こうして実際にはほとんど存在しない幻のプラチナ・ブロンドが美の象徴と崇められ、男性にもウケ、もてはやされる。アメリカ白人にはヨーロッパ白人への根深いコンプレックスがあるのではないだろうか。果たして、アメリカ白人女性たちは今日も今日とてせっせと髪を染め続けるのである。
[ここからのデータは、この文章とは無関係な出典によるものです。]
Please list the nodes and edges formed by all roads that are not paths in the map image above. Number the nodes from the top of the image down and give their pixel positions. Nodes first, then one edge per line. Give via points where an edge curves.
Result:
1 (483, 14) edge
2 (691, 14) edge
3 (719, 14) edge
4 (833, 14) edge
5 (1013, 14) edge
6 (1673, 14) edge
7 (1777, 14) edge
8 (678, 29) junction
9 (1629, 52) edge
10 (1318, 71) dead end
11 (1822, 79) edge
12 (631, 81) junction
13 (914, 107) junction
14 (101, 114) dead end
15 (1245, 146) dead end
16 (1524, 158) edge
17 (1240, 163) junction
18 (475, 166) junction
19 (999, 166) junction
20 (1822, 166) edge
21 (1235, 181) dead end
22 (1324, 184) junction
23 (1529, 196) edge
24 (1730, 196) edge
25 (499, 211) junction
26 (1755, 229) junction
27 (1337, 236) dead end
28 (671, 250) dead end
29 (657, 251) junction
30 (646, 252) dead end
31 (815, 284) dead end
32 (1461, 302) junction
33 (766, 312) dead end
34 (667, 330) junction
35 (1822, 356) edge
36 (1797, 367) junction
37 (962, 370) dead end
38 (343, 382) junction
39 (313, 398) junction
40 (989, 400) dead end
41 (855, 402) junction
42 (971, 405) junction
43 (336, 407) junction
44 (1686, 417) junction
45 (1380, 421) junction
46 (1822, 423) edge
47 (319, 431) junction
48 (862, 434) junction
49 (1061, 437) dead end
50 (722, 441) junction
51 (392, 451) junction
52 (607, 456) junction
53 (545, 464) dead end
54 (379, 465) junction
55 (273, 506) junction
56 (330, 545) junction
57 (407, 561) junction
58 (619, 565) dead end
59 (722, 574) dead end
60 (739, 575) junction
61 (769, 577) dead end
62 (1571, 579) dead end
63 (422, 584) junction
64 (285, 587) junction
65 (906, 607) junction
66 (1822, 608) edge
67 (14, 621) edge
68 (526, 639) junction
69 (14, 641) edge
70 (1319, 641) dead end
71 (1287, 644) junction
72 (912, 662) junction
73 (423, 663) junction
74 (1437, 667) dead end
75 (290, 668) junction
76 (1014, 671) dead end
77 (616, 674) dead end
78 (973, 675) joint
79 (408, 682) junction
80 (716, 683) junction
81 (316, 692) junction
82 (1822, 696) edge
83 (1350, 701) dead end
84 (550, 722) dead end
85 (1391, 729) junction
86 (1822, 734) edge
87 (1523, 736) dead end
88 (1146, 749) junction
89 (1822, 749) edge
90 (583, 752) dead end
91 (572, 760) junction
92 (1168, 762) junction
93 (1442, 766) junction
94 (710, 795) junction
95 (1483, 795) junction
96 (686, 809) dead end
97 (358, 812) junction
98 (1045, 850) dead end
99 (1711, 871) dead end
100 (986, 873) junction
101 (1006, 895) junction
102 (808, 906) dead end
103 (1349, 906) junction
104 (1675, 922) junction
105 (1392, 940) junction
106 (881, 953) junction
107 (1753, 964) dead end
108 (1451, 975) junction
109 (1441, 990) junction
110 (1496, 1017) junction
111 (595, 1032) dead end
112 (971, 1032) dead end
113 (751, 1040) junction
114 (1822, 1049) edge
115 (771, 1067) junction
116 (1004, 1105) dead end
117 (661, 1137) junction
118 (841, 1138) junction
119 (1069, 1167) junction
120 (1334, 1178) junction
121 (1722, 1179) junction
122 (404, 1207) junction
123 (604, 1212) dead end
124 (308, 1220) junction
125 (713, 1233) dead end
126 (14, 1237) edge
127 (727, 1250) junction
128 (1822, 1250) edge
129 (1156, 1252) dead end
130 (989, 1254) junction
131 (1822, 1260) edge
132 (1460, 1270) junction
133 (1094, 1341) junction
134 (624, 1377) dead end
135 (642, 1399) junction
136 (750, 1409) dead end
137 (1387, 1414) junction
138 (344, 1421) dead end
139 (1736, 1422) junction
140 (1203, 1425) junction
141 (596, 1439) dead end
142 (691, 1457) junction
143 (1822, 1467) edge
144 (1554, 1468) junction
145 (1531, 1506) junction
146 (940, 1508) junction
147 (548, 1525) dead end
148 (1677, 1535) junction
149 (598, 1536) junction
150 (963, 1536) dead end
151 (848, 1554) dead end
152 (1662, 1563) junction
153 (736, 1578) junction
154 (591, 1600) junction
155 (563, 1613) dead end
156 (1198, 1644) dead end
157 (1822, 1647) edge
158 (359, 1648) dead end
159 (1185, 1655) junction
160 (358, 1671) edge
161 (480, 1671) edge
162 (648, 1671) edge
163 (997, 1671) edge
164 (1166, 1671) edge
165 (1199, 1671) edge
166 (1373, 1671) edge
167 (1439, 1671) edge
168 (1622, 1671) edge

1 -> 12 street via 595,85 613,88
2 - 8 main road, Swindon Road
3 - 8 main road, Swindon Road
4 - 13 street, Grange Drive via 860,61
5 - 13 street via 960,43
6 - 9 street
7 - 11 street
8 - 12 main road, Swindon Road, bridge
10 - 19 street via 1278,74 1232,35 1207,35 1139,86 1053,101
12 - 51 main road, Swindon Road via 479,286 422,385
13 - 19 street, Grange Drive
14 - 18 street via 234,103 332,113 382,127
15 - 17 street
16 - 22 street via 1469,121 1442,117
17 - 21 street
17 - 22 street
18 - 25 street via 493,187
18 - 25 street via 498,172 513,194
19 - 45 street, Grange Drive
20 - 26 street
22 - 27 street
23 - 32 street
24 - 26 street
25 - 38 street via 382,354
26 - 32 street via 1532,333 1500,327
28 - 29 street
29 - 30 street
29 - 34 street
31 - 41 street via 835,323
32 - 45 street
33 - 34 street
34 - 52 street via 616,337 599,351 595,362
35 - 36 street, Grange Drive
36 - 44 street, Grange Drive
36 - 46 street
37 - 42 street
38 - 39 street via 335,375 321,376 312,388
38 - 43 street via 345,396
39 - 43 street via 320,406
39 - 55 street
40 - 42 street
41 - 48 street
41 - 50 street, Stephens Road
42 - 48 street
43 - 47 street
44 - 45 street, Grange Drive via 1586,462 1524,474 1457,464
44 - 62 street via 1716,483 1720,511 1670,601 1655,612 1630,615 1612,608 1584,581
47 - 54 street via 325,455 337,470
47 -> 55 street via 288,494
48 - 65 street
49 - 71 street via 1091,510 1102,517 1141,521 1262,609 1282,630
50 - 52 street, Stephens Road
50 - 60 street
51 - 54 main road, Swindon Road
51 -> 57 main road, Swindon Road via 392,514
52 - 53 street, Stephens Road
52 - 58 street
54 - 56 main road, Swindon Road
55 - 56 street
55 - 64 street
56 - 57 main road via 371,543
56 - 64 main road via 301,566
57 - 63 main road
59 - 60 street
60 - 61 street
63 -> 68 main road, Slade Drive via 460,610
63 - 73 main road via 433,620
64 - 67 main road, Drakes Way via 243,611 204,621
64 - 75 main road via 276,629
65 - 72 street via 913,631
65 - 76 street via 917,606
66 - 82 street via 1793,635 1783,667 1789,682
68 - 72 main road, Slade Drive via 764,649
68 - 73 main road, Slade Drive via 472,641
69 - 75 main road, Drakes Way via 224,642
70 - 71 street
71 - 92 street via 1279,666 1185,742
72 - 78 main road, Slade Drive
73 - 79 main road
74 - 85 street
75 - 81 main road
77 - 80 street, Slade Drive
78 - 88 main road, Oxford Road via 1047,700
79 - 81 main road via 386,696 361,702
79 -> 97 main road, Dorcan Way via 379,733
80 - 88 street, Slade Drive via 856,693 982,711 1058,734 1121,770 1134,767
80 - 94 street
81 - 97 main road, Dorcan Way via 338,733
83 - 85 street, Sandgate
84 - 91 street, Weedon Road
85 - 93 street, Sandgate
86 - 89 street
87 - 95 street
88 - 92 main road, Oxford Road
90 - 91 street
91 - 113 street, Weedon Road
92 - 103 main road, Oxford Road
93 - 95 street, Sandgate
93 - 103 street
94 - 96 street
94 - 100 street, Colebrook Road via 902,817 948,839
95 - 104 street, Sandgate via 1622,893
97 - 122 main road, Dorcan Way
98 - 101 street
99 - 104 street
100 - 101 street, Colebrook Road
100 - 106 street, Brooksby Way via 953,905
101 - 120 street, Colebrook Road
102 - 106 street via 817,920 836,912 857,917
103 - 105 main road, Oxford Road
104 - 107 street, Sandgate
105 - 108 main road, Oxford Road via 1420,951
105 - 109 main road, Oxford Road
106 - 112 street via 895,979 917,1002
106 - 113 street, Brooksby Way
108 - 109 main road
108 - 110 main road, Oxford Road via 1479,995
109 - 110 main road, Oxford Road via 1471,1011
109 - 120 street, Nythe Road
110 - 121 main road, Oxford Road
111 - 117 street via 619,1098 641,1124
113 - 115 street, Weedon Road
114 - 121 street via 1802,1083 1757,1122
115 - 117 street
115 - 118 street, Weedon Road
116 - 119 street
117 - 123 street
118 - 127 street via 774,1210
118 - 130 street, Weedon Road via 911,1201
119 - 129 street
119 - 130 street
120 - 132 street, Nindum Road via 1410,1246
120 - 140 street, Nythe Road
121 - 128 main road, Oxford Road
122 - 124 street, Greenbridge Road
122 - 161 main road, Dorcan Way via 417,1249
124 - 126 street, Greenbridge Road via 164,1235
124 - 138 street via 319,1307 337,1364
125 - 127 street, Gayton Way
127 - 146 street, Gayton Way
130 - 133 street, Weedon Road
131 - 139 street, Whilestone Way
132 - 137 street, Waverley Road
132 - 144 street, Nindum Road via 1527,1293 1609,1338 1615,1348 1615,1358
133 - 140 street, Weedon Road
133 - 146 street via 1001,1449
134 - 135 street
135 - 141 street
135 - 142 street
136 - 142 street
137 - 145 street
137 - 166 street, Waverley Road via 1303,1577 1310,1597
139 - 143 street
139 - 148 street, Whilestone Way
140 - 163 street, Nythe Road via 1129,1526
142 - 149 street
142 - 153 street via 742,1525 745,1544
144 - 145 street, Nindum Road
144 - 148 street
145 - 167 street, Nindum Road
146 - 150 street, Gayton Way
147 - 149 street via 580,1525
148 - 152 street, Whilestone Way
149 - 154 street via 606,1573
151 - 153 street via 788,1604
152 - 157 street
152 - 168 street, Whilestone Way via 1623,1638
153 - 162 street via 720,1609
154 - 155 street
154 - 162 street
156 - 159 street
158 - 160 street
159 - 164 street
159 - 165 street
だからこそニューヨークにはヘアカラー専門のサロンがたくさんあるし、どのドラッグストアに行ってもヘアカラーの品揃えに驚かされる。試しに化粧品会社のロレアルを調べてみると、同社には4つのヘアカラー・ブランドがあり、メインの “Superior Preference” はブロンド/ブラウン/レッド/ブラックと4色のカテゴリーに分かれている。そして、ブロンドにはなんと17色もが揃っている。「ダーク・ブロンド」「アッシュ・ブロンド」「ナチュラル・ブロンド」「ゴールデン・ブロンド」……それぞれ微妙に色味や明るさが異なるのだが、ゴールデン・ブロンドとは、まさに金色の金髪。パッケージに写っているモデルの髪は、これでもかと言わんばかりに神々しく光り輝いているのである。